The folks scooping up the tickets like this are parasites. The solution is to limit the number of tickets per person or to disallow reselling.
(Haven't tried for a while out of frustration, might be different now)
How are the bot owners flipping these reservations? I imagine there must be some commercial value via secondary market (or direct to concierges, offline), as bot-writers probably aren't actually using all these reservations themselves (or their friends). The more sane solution is to require full name when booking and ask for ID at the door. A name change has to be manually handled by the restaurant or would require rebooking. That would stop transfers and any market for these bookings.

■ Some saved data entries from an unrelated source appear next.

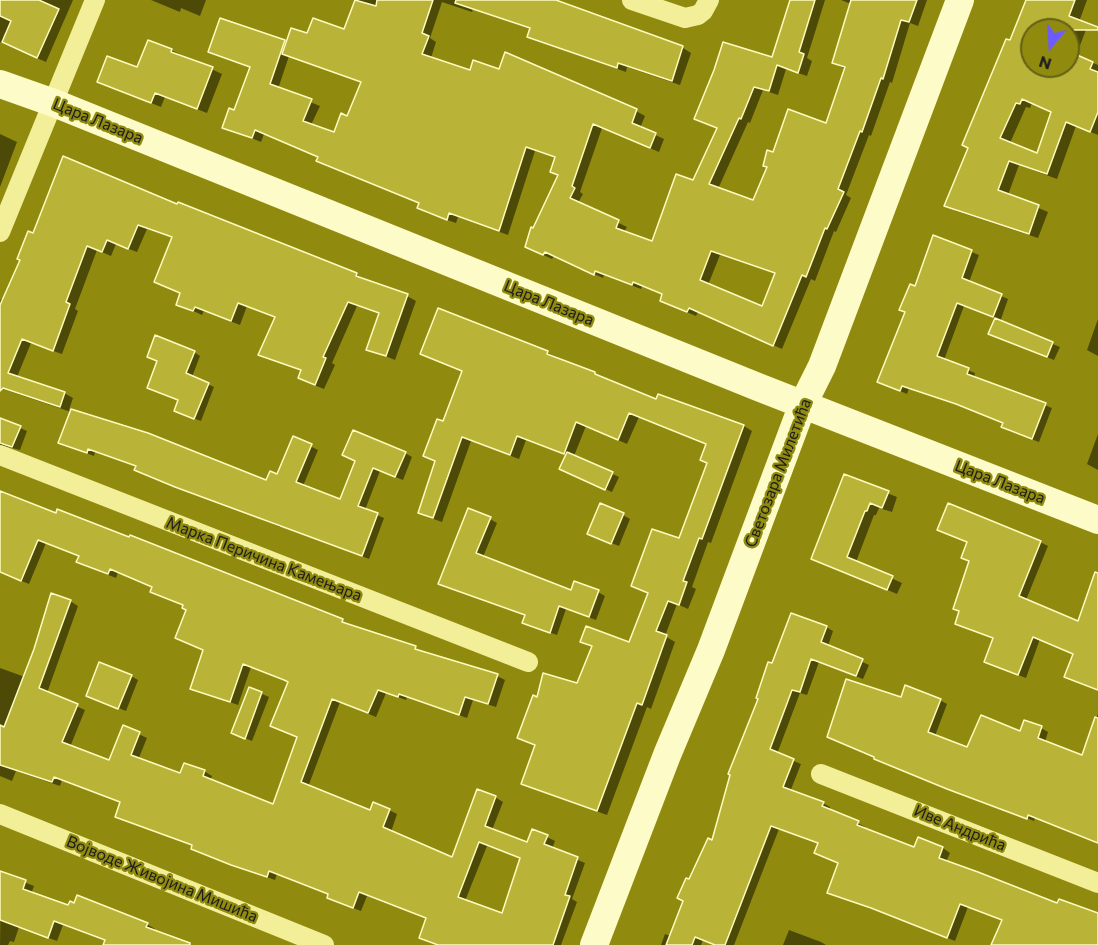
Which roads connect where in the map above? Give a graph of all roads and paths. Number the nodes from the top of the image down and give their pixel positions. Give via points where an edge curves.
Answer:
1 (95, 0) edge
2 (632, 0) edge
3 (709, 0) edge
4 (960, 0) edge
5 (0, 84) edge
6 (54, 104) junction
7 (0, 232) edge
8 (803, 405) junction
9 (0, 455) edge
10 (1098, 520) edge
11 (528, 662) dead end
12 (821, 774) dead end
13 (0, 814) edge
14 (1098, 883) edge
15 (324, 945) edge
16 (594, 945) edge

1 - 6 street
2 - 3 street via 685,18 698,15
4 - 8 main road, Светозара Милетића via 822,366
5 - 6 main road, Цара Лазара
6 - 7 street
6 - 8 main road, Цара Лазара
8 - 10 main road, Цара Лазара
8 - 16 main road, Светозара Милетића
9 - 11 street, Марка Перичина Камењара
12 - 14 street, Иве Андрића
13 - 15 street, Војводе Живојина Мишића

It could be that a few savvy people always want a reservation or two on deck. They queue up reservations, say one table per week for two months. When that week comes up, if they don't want the table they cancel it. If they do end up having a need for it, how cool does it look to be able to tell your date that you can get a table at their favorite hot restaurant tomorrow?
Having worked at Ticketmaster for a few years, the first thing that came to mind was the similarities in automated ticket-buying bots.
Thing is, is there really that much of an arbitrage opportunity with restaurant reservations? Is there a place I can go purchase restaurant reservations?
My experience with restaurants is that if one is too popular, just wait a little while. Eventually the mob's attention will turn to the next heretofore-undiscovered gem, and you'll find it's much easier to finally check out the previous one.
Priceless! When I studied history I learned how to recognize a significant historical document, and this definitely qualifies as one. I wonder what historians reading this two-hundred years from now would think of our culture.
just as information, I use the free service http://www.changedetection.com/ to send me email when webpages change (i.e. jobs opportunities).
Unfortunately you can't automate the procedure of logging in and/or posting to searches, and I think the scheduling is once-a-day, so it wouldn't have been very useful for the OP cron case
- detect obvious bots (e.g. clients requesting form without loading CSS or JS or filling it in instantly), suspicious IPs (EC2, VPS hosting) and release smaller batch of seats to them (don't deny completely in case of false positive).
- create waiting list and give reservations randomly to people on the list (while the list can be spammed as well, humans would still have better chance than reserving between 4:00:00 and 4:00:01). Also bot authors would have to be creative to avoid creating easy to spot patterns of names/times in the list.
Do people actually use "foodie" unironically? I thought that was something people invented to stereotype suburbanites who'd caught on to "gourmet" meaning absolutely nothing; I didn't know until now that people actually called themselves "foodies". Wow, it's a weird world out there.
There's something frustrating about reading this. Perhaps its that a technological advancement that was supposed to make life easier is being capitalized on by a small group of technically competent people, shutting out the average user.
I was thinking of going to PAX next year a few hours ago and decided to do a bit of research. For this year, the 4 day tickets apparently sold out in 23 minutes, and the rest within 5 hours. I'm having a hard time imagining how its going to be possible for anyone to get some this coming year without a bot.